The Start, Part 1
I was going to start this article differently. But today, as I’m writing these
lines, a new ticket about
Proxy has been opened on
Rakudo issue tracker. And once again
I was amazed how coincidental some coincidences are!
There was also some good about the ticket: it gave me the subject I was missing
for a few days to make this article accomplished.
The Start, Part 2
So far the mainline of this series was focused on the metamodel and MOP. Things
are likely to remain this way until the end of the project, but I can’t avoid
interesting topics from other language areas. This time the plan is to elaborate
on Proxy container, mentioned earlier in Containers And
Symbols.
The Purpose
The official documentation for the class is
rather succinct but you should read it first unless have done so already. My own
definition of Proxy purpose winds down to the following: it provides means of
controlling and manipulating objects fetched from or stored into a container. To
start with, I would borrow an example from the documentation:
sub double() is rw {
my $storage = 0;
Proxy.new(
FETCH => method () { $storage * 2 },
STORE => method ($new) { $storage = $new },
)
}
my $doubled := double();
$doubled = 4;
say $doubled; # 8
say $doubled.VAR.^name; # Proxy
The last line is added to the example to make it clear what is different comparing to the following code:
my $doubled = 4;
say $doubled.VAR.^name; # Scalar
The Use
You likely have noticed already the use of anonymous methods as values of
Proxy constructor profile keys in the above example. The reason for this
approach is Proxy instance passing itself as the first argument to the
FETCH and STORE code objects.
Wether you knew it already or not, but a method is an instance of Method
class which inherits directly from Routine. And a sub is an instance of
Sub class which also inherits from Routine. Other than been of different
classes they share almost every aspect of their implementation. What actually
tell one from another is that method’s first argument is implicit and it’s the
object the method is called upon. Apparently, the argument is what self
lexical is then bound to. Thus, method and sub are more about the way of
using a code object than about what the object is. A good demo for this would be
this code:
sub foo($self) {
say $self.WHICH;
}
"42".&foo
Here foo is invoked as a method of a string object "42". The .& invocation
syntax is almost equivalent to the foo("42") form where "42" is implicitly
passed on to foo. The snippet can be rewritten to use a method declaration:
my &foo = method { say self.WHICH };
"42".&foo;
The result is the same except for one less parameter in &foo signature.
Getting back to Proxy, use of anonymous methods makes FETCH and STORE code
objects behave as if they’re methods of a Proxy instance.
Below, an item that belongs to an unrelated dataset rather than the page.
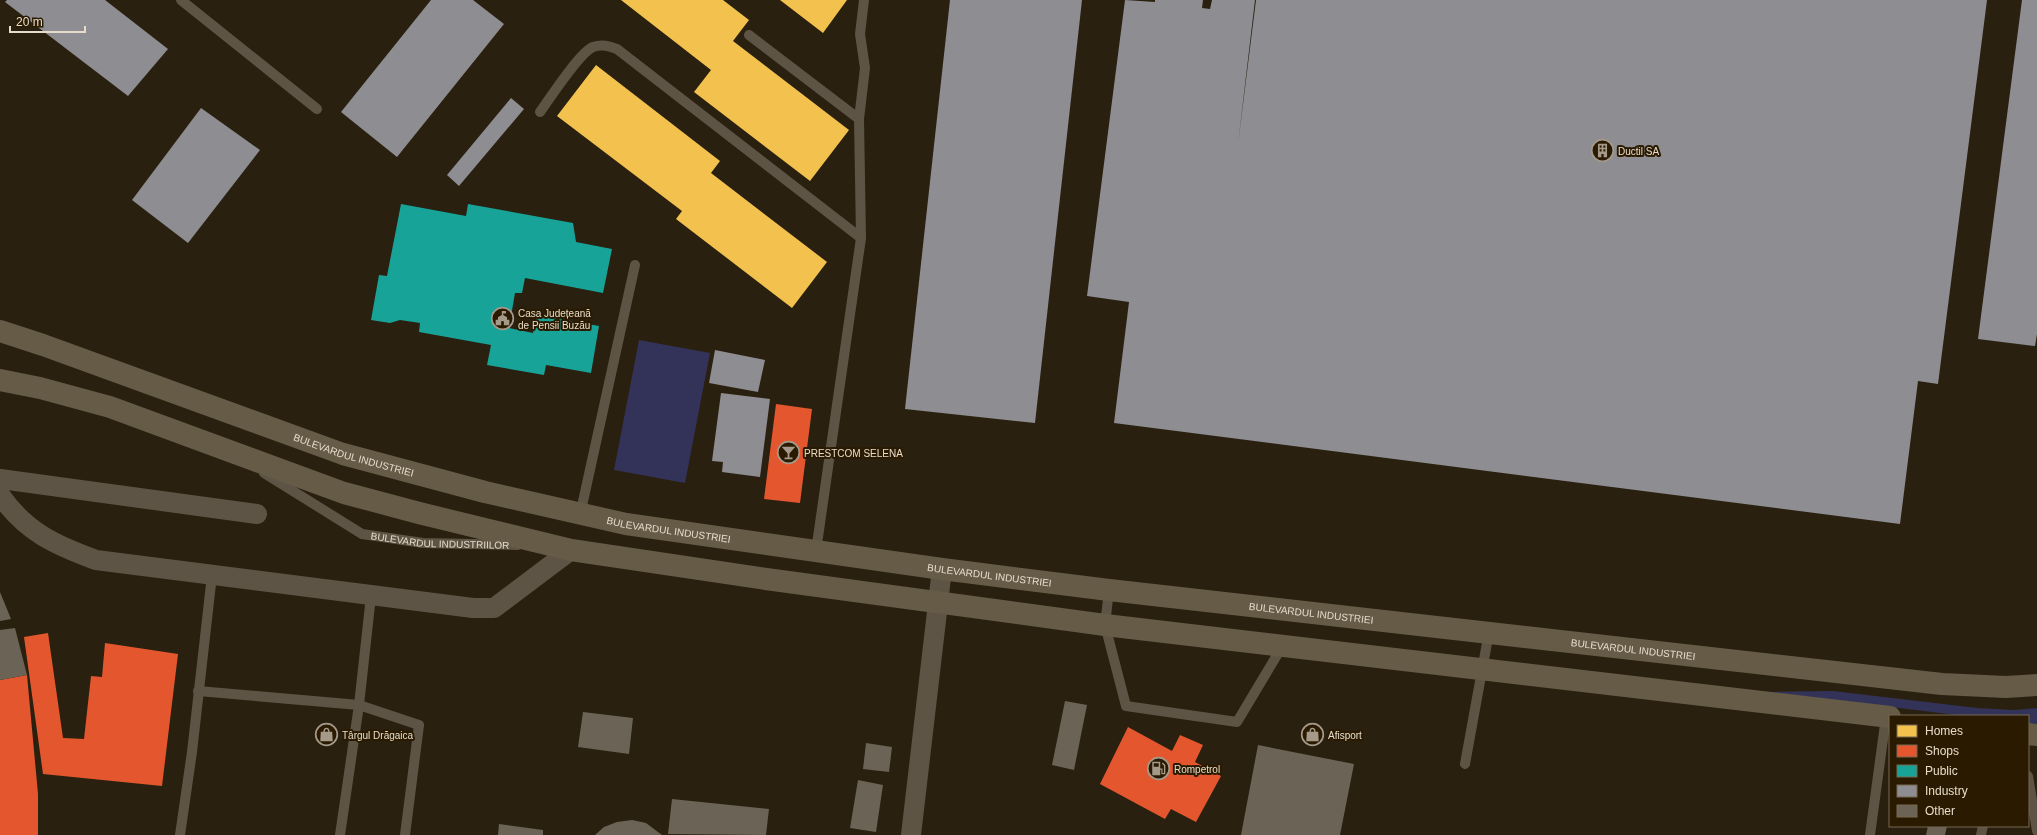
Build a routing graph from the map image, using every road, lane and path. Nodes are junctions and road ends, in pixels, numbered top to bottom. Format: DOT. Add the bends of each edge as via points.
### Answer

Does it provide us
with any advantages? Not really. Partly, because Proxy is a very simplistic
class with no really useful public methods but new. Partly due to specifics of
Proxy behavior I’ll talk about later in this text.
It can make a little difference in a case of subclassing:
class FooProxy is Proxy {
has $!storage;
method foo { say "foo" }
}
But the thing to be always remembered is that we’re dealing with a container
here. Containers are highly transparent entities. Thus, even though self
points back to a Proxy instance, any attempt to invoke a method on it would
result in reading from the container and, consequently, in calling FETCH and
eventually invoking the method on its return value:
my $p := FooProxy.new(
FETCH => method () { 42 },
STORE => method ($v) { say self.foo; }
);
$p = 12; # No such method 'foo' for invocant of type 'Int'
For this reason I would discourage anyone from using self within FETCH or
otherwise the routine is very likely to end up with an infinite recursion.
There is a legit question though: how does one access the method foo of
FooProxy from above? Apparently, via self.VAR.foo as we normally do with
containerized stuff. Also worth noting that within methods of FooProxy it is
totally safe to reference attributes with $!storage syntax. Yet, any direct
use of self brings us back into the pitfall of using the container itself;
even if a private method is invoked with self!private() despite of the
invocation syntax akin to referencing a private attribute.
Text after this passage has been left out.